The story needs to move forward.
The Knights of Ren will hunt Rey and Kylo in the next movie, and we can now probably squeeze a cool lightsaber fight with Luke and Rey versus the Knights of Ren into movie 3.
And instead we get Rey alone against Ren
and his knights.
But, really, "squeezing a cool lightsaber fight" into a film isn't a good reason to alter a plot. Cool lightsaber fights are a dime a dozen. There's sooooo many on YouTube. They've been done. The fight against the
Praetorian Guard with their funky weapons added a new spin to the fight that a generic lightsaber battle with the Knights of Ren would lack.
The rebels escape to Crait, where an actual battle with the First Order takes place. Because why have these awesome looking AT-AT's in your movie if you're not going to use them?
Empire Strikes Back established that AT-ATs were basically mobile siege weapons/ troop carriers that weren't good at shooting down small Rebel fighters. Really, in terms of plot, they're there to blast Luke. And sell Lego...
The rebels try and hold back the invasion with their inferior vehicles, but they are getting crushed. That is until Finn manages to call in reinforcements just in time,
Yay! Deus ex machina to the rescue!
Plus, the whole damn point is that the Resistance is on their own. They need to save themselves. There's no help coming. No reinforcements. No Republic. If they want help... they need to inspire the next generation. They have to do more than blow up First Order Stormtroopers.

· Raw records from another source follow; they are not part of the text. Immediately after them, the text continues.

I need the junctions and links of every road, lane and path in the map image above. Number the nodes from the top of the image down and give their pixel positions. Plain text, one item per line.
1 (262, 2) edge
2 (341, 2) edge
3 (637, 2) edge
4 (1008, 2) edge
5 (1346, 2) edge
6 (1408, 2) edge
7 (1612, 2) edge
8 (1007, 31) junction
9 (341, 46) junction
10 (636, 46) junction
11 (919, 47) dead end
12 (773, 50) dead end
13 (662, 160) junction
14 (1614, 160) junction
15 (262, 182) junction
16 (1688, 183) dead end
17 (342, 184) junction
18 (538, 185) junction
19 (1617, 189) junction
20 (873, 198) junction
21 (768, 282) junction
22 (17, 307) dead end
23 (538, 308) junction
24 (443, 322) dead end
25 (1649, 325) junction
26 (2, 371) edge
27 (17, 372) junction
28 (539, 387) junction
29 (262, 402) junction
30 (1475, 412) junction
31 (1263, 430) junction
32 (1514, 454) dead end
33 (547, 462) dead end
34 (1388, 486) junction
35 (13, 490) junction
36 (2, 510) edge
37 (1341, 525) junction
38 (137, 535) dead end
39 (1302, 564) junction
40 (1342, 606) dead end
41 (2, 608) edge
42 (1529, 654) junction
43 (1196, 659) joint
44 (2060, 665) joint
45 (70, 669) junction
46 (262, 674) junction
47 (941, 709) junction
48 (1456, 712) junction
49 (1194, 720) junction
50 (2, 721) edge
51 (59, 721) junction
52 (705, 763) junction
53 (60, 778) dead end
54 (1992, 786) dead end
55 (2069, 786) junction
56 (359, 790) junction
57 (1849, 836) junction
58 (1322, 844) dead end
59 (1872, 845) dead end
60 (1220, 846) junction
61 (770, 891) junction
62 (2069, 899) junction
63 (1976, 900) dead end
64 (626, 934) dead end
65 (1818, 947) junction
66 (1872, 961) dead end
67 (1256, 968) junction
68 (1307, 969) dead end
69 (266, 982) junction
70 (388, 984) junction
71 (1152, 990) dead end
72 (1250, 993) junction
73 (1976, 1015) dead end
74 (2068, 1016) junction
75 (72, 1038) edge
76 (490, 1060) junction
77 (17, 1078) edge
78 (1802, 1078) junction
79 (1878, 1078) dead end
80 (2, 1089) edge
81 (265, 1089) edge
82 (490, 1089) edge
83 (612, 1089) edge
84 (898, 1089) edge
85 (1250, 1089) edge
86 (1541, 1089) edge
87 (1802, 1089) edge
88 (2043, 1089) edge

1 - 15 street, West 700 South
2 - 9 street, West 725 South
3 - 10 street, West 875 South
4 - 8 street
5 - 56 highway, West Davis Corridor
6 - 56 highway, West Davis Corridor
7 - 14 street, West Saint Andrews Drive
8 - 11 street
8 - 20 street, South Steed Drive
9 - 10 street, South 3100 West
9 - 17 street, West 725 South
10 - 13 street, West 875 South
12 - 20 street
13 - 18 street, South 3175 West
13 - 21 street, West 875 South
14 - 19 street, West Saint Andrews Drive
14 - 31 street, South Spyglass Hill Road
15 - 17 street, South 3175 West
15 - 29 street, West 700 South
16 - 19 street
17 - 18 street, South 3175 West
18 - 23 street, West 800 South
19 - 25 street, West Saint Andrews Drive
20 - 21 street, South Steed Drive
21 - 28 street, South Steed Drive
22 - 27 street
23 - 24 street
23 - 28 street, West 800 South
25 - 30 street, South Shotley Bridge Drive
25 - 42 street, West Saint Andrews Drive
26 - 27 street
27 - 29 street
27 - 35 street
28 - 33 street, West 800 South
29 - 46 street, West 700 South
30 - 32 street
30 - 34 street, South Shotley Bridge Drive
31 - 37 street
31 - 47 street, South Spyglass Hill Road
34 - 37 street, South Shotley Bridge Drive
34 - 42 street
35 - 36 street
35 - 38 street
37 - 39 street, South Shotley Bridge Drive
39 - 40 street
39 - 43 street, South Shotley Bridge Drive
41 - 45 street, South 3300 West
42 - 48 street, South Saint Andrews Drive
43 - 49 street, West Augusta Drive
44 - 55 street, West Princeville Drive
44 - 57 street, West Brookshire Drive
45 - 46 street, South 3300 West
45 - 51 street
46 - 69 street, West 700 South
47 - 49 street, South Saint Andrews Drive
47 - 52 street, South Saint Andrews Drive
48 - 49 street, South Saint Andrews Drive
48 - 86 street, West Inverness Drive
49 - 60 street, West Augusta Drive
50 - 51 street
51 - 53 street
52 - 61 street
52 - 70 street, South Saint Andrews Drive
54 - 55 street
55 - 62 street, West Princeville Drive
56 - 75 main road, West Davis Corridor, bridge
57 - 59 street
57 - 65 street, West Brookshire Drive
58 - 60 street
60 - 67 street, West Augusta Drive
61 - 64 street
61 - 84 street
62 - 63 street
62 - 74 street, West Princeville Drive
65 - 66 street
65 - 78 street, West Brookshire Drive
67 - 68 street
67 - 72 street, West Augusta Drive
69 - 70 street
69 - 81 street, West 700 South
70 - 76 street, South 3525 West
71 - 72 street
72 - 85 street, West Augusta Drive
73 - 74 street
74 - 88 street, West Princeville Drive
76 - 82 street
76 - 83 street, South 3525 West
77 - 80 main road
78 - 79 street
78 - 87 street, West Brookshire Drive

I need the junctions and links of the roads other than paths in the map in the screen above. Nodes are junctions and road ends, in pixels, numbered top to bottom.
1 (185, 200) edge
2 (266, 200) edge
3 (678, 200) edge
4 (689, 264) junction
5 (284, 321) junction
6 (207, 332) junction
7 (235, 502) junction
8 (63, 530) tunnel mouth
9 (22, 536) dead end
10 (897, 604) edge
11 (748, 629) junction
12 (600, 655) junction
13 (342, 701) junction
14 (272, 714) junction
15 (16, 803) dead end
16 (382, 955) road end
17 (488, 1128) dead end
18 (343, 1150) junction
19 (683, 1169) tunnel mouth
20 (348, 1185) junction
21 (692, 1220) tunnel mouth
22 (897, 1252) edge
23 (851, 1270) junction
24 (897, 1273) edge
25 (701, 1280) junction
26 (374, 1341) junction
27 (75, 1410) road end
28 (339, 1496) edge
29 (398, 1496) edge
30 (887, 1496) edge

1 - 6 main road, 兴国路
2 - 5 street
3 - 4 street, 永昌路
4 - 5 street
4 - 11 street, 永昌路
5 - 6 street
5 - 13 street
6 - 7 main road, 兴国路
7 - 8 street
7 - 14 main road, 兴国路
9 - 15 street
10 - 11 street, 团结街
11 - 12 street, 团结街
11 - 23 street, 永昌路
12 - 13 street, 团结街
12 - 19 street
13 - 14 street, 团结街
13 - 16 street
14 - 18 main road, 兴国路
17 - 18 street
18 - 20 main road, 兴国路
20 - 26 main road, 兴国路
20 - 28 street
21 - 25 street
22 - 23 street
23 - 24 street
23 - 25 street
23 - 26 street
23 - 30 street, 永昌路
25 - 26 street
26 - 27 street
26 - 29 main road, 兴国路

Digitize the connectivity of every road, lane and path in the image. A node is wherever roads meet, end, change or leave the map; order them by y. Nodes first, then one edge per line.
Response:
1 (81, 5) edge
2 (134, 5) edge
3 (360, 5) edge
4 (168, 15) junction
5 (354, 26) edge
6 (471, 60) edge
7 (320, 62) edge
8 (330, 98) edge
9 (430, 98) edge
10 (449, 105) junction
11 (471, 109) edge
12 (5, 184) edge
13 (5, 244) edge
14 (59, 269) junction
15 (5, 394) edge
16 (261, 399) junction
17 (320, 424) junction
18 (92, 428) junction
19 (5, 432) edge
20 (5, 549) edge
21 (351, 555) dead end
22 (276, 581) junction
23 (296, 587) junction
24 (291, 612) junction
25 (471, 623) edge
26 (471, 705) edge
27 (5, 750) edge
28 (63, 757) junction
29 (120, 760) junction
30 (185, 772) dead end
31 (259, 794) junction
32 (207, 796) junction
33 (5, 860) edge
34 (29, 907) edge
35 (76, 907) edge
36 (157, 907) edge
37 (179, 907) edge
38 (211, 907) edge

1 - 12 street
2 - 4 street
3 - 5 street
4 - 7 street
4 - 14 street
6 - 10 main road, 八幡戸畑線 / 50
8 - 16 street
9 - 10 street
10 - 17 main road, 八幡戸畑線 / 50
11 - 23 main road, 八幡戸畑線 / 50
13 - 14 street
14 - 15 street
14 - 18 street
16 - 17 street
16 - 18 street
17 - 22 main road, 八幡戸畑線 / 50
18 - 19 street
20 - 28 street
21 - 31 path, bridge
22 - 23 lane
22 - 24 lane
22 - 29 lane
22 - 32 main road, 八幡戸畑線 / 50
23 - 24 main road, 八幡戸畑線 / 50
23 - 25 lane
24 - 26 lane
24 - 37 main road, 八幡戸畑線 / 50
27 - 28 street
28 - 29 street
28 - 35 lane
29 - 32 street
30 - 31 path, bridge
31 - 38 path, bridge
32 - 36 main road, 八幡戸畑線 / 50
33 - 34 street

only to get captured himself together with Rose (which leaves Finn and Rose captured at the start of the next movie).
Why?
So we can keep Finn and Rey apart even more? So they can continue to have this weird relationship despite having known each other for an afternoon and not having a single conversation about themselves...
Neither Finn or Rose take part in the battle on Crait, and Rose does not crash her ship into that of Finn. That was dumb.
Wasn't a fan of that... But it was an important lesson for Finn. He hates the First Order, and this was his opportunity to be a more rounded individual. To be more than someone who hates.
Plus, again, the hero sacrificing themselves to crash into the vulnerable superweapon is a pretty known trope. And
The Last Jedi is all about reversing expectations... That's the
The Last Jedi drinking game: drink every time a trope is subverted or lamp shaded.
thanks to a hidden weapon on the planet that the First Order does not know about (maybe they have one of those hammerhead ships from Rogue One?).
Yay! More deus ex machina!
And a good thing the Rebels never used that giant planetary superweapon in any of the fights they really needed it during the original trilogy...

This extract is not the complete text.